EXERCISE DETAILS ->
Output the entries below without any alteration.

===== SOURCE DATA

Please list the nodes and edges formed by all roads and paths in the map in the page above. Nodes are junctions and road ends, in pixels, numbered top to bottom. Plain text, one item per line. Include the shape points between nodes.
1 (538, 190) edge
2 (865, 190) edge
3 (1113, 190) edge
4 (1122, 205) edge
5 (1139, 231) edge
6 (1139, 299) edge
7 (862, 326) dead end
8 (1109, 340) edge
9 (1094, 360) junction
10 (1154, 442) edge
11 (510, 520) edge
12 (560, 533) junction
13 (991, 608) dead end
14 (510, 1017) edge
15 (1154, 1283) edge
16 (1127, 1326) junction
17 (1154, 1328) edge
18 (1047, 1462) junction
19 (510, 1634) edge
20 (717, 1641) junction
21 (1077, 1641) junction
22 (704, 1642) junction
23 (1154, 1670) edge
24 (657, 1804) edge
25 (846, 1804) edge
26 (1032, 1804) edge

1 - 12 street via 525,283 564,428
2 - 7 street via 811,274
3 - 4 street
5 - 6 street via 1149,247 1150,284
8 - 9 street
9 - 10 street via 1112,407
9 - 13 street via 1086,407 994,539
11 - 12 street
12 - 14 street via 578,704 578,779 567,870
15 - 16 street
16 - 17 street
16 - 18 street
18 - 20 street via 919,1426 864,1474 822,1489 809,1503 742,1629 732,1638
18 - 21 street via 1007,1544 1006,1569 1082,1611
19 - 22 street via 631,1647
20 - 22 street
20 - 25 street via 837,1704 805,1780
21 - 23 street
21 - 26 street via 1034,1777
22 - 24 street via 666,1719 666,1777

==========

RESPONSE BELOW ->
Please list the nodes and edges formed by all roads and paths in the map in the page above. Nodes are junctions and road ends, in pixels, numbered top to bottom. Plain text, one item per line. Include the shape points between nodes.
1 (538, 190) edge
2 (865, 190) edge
3 (1113, 190) edge
4 (1122, 205) edge
5 (1139, 231) edge
6 (1139, 299) edge
7 (862, 326) dead end
8 (1109, 340) edge
9 (1094, 360) junction
10 (1154, 442) edge
11 (510, 520) edge
12 (560, 533) junction
13 (991, 608) dead end
14 (510, 1017) edge
15 (1154, 1283) edge
16 (1127, 1326) junction
17 (1154, 1328) edge
18 (1047, 1462) junction
19 (510, 1634) edge
20 (717, 1641) junction
21 (1077, 1641) junction
22 (704, 1642) junction
23 (1154, 1670) edge
24 (657, 1804) edge
25 (846, 1804) edge
26 (1032, 1804) edge

1 - 12 street via 525,283 564,428
2 - 7 street via 811,274
3 - 4 street
5 - 6 street via 1149,247 1150,284
8 - 9 street
9 - 10 street via 1112,407
9 - 13 street via 1086,407 994,539
11 - 12 street
12 - 14 street via 578,704 578,779 567,870
15 - 16 street
16 - 17 street
16 - 18 street
18 - 20 street via 919,1426 864,1474 822,1489 809,1503 742,1629 732,1638
18 - 21 street via 1007,1544 1006,1569 1082,1611
19 - 22 street via 631,1647
20 - 22 street
20 - 25 street via 837,1704 805,1780
21 - 23 street
21 - 26 street via 1034,1777
22 - 24 street via 666,1719 666,1777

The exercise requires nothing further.